**PROBLEM DETAILS**
Among the lines of the data, copy those that hold "Greenfield".

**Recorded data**
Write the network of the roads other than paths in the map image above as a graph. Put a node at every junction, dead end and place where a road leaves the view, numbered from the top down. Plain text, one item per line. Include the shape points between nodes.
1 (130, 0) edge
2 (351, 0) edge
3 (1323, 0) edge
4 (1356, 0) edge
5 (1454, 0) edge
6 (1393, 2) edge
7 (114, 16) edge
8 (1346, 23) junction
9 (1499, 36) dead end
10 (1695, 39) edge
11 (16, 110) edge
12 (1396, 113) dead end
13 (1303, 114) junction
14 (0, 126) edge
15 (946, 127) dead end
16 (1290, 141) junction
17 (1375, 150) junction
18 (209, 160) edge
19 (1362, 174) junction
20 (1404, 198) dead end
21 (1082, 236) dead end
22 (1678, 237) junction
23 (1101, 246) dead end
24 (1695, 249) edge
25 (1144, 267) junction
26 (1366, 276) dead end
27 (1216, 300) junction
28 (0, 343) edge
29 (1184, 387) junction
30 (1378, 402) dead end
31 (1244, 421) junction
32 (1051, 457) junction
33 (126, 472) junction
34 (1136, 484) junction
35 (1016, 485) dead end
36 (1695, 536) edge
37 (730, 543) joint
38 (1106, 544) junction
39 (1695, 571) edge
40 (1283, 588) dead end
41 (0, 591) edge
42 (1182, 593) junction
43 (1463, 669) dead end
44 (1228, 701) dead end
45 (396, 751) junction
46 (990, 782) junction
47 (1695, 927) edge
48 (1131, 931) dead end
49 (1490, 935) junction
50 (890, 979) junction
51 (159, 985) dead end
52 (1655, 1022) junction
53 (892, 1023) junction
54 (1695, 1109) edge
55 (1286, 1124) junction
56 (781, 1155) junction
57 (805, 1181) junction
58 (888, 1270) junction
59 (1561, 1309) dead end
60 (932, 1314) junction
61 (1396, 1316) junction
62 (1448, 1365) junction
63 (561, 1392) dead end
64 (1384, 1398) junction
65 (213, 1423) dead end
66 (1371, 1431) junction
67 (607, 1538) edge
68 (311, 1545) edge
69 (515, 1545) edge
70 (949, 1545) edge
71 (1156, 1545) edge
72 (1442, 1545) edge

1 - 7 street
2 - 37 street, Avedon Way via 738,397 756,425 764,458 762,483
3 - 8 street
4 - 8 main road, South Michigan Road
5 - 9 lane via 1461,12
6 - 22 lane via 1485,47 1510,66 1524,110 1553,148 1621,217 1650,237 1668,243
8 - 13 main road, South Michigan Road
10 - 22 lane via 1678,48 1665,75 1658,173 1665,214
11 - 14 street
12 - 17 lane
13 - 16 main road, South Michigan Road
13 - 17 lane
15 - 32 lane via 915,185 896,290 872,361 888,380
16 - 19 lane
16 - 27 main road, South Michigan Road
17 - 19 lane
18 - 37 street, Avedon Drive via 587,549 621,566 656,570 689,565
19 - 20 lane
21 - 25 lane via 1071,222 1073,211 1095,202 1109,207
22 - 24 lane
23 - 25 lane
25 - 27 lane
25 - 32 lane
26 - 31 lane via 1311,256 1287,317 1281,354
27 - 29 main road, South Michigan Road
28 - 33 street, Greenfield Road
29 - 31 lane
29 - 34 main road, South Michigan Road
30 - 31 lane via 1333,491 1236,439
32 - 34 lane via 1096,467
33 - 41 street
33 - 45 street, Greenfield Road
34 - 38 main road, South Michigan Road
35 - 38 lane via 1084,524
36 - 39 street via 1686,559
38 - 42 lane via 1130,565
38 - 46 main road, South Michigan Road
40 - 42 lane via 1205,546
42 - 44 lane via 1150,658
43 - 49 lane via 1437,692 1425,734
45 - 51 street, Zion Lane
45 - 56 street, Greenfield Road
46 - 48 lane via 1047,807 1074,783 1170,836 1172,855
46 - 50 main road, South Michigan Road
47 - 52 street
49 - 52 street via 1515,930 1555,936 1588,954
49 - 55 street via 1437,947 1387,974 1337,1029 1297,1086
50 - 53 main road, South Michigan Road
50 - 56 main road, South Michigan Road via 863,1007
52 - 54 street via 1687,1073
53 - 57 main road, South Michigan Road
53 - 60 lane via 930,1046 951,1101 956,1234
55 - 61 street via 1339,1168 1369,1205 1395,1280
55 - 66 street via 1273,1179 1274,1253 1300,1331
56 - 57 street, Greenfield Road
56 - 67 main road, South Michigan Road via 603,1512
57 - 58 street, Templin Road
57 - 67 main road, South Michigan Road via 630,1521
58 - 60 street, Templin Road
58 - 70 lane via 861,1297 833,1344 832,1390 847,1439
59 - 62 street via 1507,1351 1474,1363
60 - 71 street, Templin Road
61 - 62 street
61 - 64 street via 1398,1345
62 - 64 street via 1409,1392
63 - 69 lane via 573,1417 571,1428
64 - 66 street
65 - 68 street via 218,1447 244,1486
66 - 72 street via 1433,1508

**EXERCISE SOLUTION**
28 - 33 street, Greenfield Road
33 - 45 street, Greenfield Road
45 - 56 street, Greenfield Road
56 - 57 street, Greenfield Road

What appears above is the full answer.